[maker-devel] Unwarranted error: Skipping the contig because it is too short

Michael Campbell michael.s.campbell1 at gmail.com
Wed Nov 15 14:50:45 MST 2017


Hi Lahcen,

I put some answers below.
> On Nov 15, 2017, at 11:32 AM, lahcen campbell <lahcencampbell at gmail.com> wrote:
> 
> Hi Michael and Carson
> 
> Thank you both for your helpful input, I really appreciate it. 
> 
> See below for my comments...
> 
> Best
> Lahcen
> 
> 
> On Tue, Nov 14, 2017 at 5:04 PM, Michael Campbell <michael.s.campbell1 at gmail.com <mailto:michael.s.campbell1 at gmail.com>> wrote:
> Hi Lancen,
> 
> Thanks, the name has served me well for a number of years now :)
> 
> Its a good name, I wouldn't change it haha :) 
>  
> 
> So I started a run with your 11 scaffolds. I gave it the protein file that you sent and used all of repbase for masking. All of the scaffolds finished without error. I was hoping it would be something simple that just needed another set of eyes to see, looks like it's not the case for this one.
> 
> To further rule out a data issue I would try running it with the dpp test data that is bundled with MAKER to see if you can get the same error. This data set will run in about a minute. If you are on a cluster I would try running it with and without submitting it you the nodes and with and without mpi.
> 
> One thing that I have done in the past is to make a new directory and run maker there (this doesn't make a lot of sense but when the error doesn't make sense either it seems reasonable). 
> 
> First off, I can report good news regards the 0 lengths contigs I was getting back. Carson, your thoughts on Bioperl conflict issues seemed to be the main issue. Out cluster software environment had gone through some changes of late, so working off the basis of that I was able to load the right bash config which resulted in no more 0 length contig errors. Huzzah !! 
> Great
> 
> As far as rerunning MAKER there are a couple of approaches. If you want it to stop complaining about trying to  many times on failed contigs you can increase the number of tries in the opts file. The line looks like this:
> 
> tries=2 #number of times to try a contig if there is a failure for some reason
> 
> If you want to run it elsewhere, but you don't want to have to redo all of the repeat masking and blasting you can use the gff3 output from an earlier run. If you used gff3_merge after the first run finished you got a big gff3 file with all of the gene models and evidence.

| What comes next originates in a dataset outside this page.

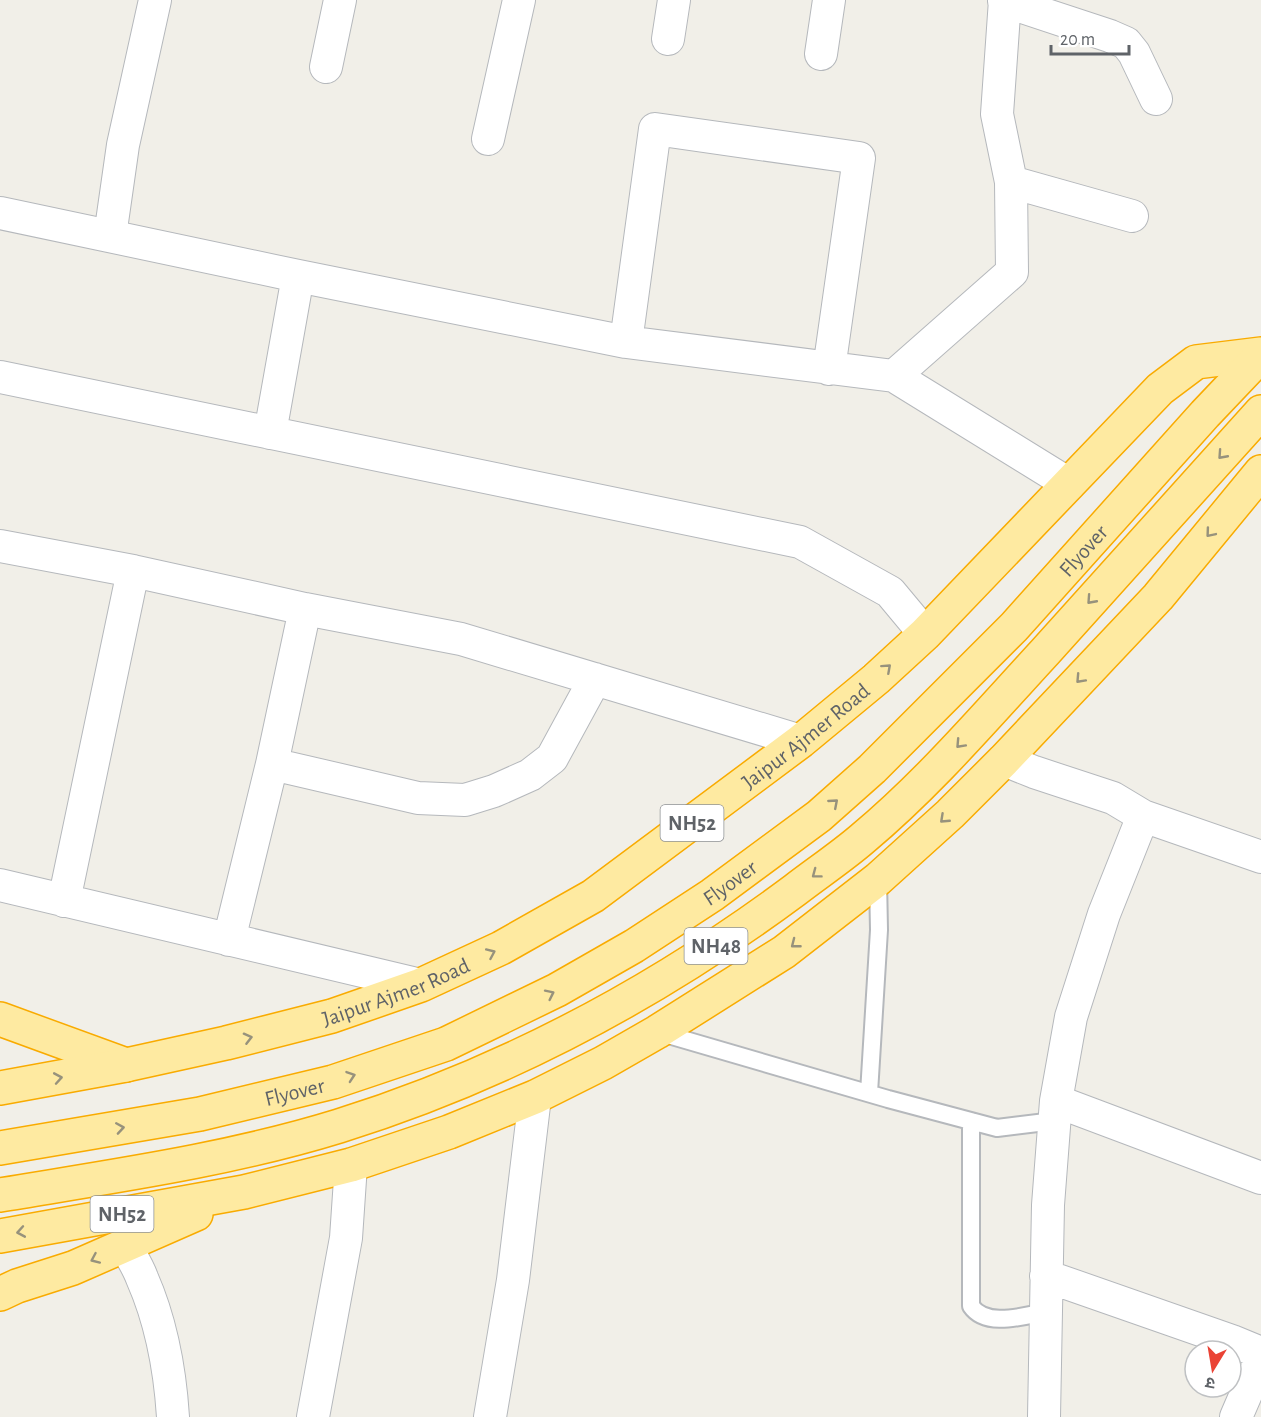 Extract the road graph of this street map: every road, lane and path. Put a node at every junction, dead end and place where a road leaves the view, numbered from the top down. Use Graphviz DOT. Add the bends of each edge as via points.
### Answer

If you break up that file by the source column you can selectively pass the evidence back to MAKER. If you put all of the repeatmasker and repeatrunner entries into one file and pass it in on this line:
> 
> Can I ask, because I can't seem to find any concrete info on best practices for parsing MAKER gffs to partition the various source column fields as you described Michael. 
> 
> Is there a commonly used way to partition MAKER gffs based on source column? Or will I need to code it up, I ask because I feel this must have been needed before many times by other users.  
>  I've got a script that will do it if you want it. Since you don't need all of the entries grep is probably as easy as anyting. grep -P '\tsource\t'
> 
> rm_gff= #pre-identified repeat elements from an external GFF3 file
> 
> I will remove links to fasta files for both 'rmlib=' and 'repeat_protein='
> Yep
> 
> you can turn off model_org= and repeat_protein=. This will speed up the next run a lot. Then you can pass in the protein2genome gff3 data on this line:
> 
> protein_gff=  #aligned protein homology evidence from an external GFF3 file
> 
> Don't pass the blast gff3 data in. If you pass in gff3 data to maker is assumes that it is polished and will not make any effort to fix alignments. the protein2genome data is polished. est2genome is the equivalent for EST input.
> 
> You say don't pass the blast as gff. As I pass in all other info via GFF3 and remove any evidence as fasta inputs... BLAST won't be called again right ? Ensuring the shortest possible rerun of MAKER to roll back to a uncorrupted state.  
> Right. blast will not be called as long as you remove or comment out the paths to the fastas in the est= and protein= lines.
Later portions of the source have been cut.